### What to produce
Return only the lines below starting at the line containing "ring mcp: (522, 413)" and ending at the line containing "pinky dip: (125, 223)", both included, exactly as they are and with no pictures.

Human keypoint data
Segment Open

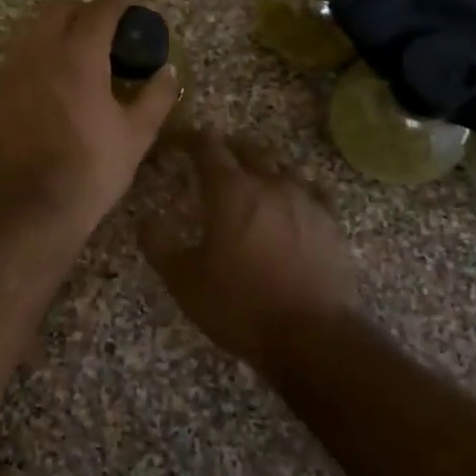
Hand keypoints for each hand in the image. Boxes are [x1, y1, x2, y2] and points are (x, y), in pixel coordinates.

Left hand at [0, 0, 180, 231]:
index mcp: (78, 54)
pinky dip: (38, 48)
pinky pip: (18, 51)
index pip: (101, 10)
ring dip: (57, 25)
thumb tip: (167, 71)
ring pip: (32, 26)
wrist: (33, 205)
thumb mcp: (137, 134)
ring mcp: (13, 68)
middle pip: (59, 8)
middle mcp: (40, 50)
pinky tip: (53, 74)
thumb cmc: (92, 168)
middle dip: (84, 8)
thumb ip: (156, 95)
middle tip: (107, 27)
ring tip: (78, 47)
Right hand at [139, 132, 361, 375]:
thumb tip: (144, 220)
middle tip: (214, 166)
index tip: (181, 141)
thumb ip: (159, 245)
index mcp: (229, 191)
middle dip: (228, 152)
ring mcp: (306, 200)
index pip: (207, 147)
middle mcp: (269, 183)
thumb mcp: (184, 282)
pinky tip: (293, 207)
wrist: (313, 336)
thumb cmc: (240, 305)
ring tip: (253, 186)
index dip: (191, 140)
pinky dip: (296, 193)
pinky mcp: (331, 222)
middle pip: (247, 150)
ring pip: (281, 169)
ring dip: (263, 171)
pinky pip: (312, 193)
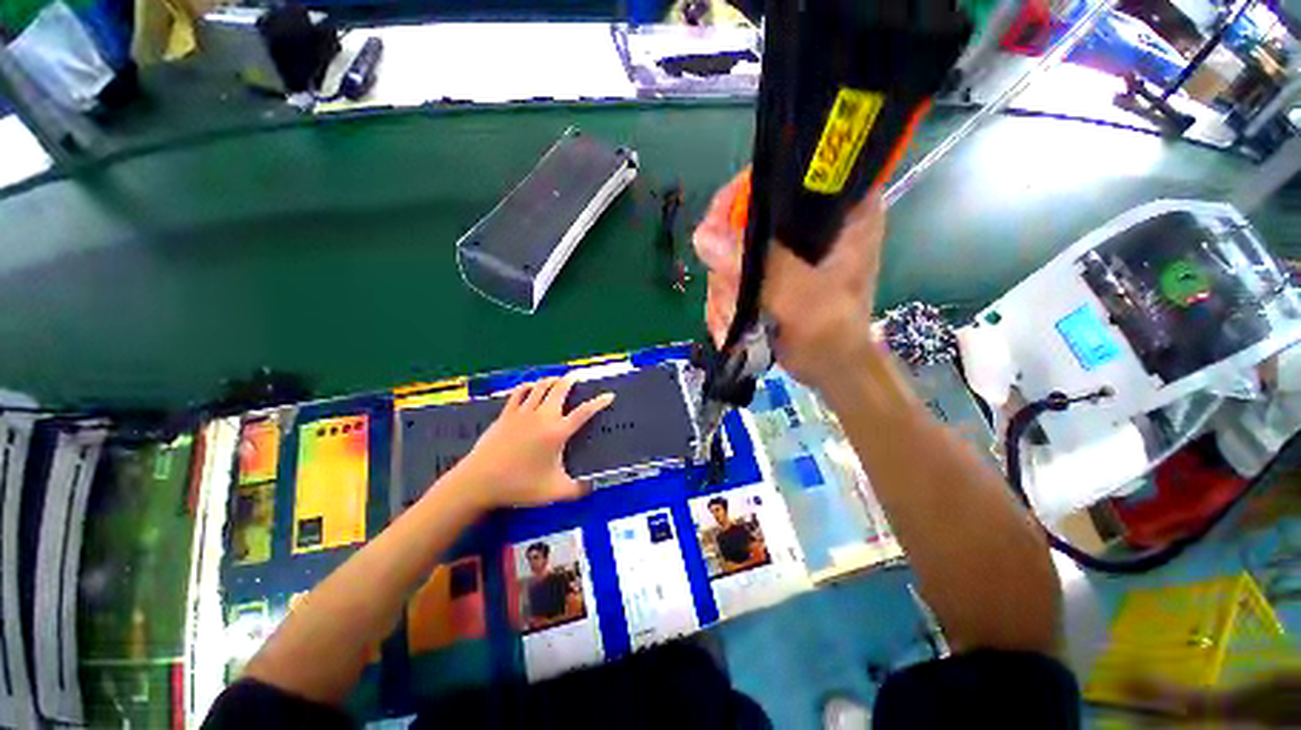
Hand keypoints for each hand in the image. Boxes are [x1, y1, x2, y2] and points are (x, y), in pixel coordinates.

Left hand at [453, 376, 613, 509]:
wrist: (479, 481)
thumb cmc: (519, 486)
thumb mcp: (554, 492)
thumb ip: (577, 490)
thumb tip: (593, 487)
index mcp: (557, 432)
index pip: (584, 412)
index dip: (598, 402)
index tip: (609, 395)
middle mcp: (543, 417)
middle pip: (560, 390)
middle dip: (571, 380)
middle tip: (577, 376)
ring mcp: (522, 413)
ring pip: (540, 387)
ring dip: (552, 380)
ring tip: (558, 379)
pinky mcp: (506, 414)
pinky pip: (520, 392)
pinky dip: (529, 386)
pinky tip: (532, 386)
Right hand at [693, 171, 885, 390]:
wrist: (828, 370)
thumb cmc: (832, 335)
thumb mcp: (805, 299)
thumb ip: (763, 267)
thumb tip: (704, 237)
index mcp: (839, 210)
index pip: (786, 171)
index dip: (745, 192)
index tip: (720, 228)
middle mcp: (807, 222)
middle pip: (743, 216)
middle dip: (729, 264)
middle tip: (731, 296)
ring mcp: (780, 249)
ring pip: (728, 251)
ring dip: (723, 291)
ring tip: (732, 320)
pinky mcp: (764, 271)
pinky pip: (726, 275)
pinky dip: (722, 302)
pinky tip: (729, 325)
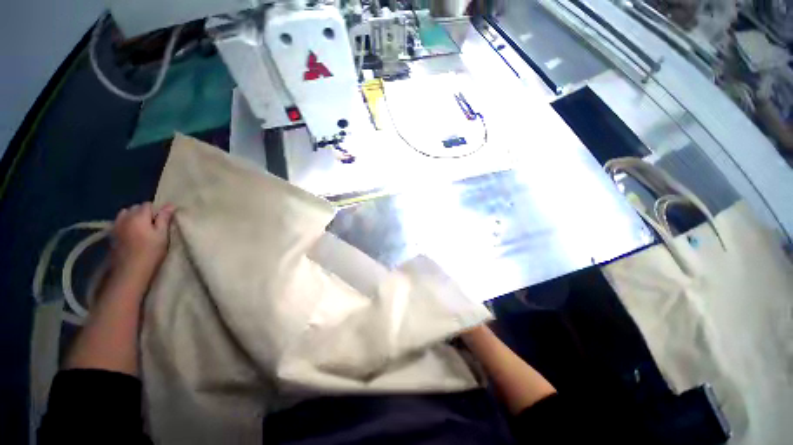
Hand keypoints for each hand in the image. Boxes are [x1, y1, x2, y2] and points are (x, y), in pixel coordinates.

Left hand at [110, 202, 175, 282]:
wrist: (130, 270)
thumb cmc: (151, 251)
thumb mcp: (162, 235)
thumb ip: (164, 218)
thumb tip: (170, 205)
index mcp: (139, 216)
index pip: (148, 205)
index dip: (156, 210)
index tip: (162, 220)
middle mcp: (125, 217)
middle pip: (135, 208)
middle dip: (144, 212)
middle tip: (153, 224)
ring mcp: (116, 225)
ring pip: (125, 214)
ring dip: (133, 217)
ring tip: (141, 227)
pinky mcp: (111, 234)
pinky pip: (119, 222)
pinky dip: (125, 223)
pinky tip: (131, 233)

Segment Closed
Segment Open

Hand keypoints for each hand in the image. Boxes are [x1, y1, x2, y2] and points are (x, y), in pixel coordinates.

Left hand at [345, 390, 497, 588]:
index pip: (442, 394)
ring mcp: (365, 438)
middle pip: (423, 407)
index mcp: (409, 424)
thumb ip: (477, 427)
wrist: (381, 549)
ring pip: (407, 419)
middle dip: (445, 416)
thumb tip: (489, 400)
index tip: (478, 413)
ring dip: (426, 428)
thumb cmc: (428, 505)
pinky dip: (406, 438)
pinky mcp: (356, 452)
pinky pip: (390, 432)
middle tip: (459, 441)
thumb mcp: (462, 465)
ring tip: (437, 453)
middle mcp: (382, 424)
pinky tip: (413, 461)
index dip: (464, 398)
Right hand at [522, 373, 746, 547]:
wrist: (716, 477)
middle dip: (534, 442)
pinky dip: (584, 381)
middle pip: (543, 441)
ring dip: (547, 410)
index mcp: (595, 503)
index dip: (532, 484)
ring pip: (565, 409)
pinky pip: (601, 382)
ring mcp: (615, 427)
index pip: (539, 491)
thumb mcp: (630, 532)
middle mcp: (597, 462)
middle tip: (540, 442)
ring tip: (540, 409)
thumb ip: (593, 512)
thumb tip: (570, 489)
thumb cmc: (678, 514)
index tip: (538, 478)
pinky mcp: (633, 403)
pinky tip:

Segment Closed
Segment Open

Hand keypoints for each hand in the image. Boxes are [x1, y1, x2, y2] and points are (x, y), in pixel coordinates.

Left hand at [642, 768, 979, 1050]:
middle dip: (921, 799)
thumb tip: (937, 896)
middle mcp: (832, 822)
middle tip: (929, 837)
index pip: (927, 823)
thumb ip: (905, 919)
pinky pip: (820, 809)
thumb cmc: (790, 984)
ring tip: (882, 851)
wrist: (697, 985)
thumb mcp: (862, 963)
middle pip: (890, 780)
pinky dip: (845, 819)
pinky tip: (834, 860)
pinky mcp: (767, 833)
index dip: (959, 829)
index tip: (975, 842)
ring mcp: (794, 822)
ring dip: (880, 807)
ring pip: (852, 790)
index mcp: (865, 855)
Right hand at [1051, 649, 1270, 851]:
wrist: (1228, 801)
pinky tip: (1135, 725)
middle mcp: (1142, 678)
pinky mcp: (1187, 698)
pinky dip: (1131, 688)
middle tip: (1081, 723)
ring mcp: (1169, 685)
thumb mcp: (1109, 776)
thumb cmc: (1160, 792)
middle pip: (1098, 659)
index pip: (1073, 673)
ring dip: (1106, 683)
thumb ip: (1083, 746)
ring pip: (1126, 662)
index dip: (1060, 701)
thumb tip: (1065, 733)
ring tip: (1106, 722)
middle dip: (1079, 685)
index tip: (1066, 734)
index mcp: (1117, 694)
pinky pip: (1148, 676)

Segment Closed

### Expected output
ring mcp: (522, 413)
ring pip: (540, 387)
ring dip: (552, 380)
ring tip: (558, 379)
pinky mcp: (506, 414)
pinky pip: (520, 392)
pinky dip: (529, 386)
pinky tip: (532, 386)
Right hand at [693, 171, 885, 390]:
wrist: (828, 370)
thumb cmc: (832, 335)
thumb mcp: (805, 299)
thumb ip: (763, 267)
thumb tip: (704, 237)
index mcp: (839, 210)
index pip: (786, 171)
index dip: (745, 192)
index tip: (720, 228)
middle mcp: (807, 222)
middle pip: (743, 216)
middle dip: (729, 264)
middle tip: (731, 296)
ring mcp: (780, 249)
ring pip: (728, 251)
ring dip: (723, 291)
ring tip: (732, 320)
pinky mcp: (764, 271)
pinky pip: (726, 275)
pinky dip: (722, 302)
pinky tip: (729, 325)
Hand keypoints for each hand in the image. Boxes are [x1, y1, x2, y2] and points are (x, y), in pixel coordinates.

Left hand at [110, 202, 175, 282]:
wrist: (130, 270)
thumb cmc: (151, 251)
thumb mcp: (162, 235)
thumb ip: (164, 218)
thumb tip: (170, 205)
index mcp: (139, 216)
index pip: (148, 205)
index dip: (156, 210)
index tip: (162, 220)
middle mcp: (125, 217)
middle pip: (135, 208)
middle dip: (144, 212)
middle tip: (153, 224)
ring mcp: (116, 225)
ring pip: (125, 214)
ring dip: (133, 217)
ring tip: (141, 227)
pinky mcp: (111, 234)
pinky pip: (119, 222)
pinky dip: (125, 223)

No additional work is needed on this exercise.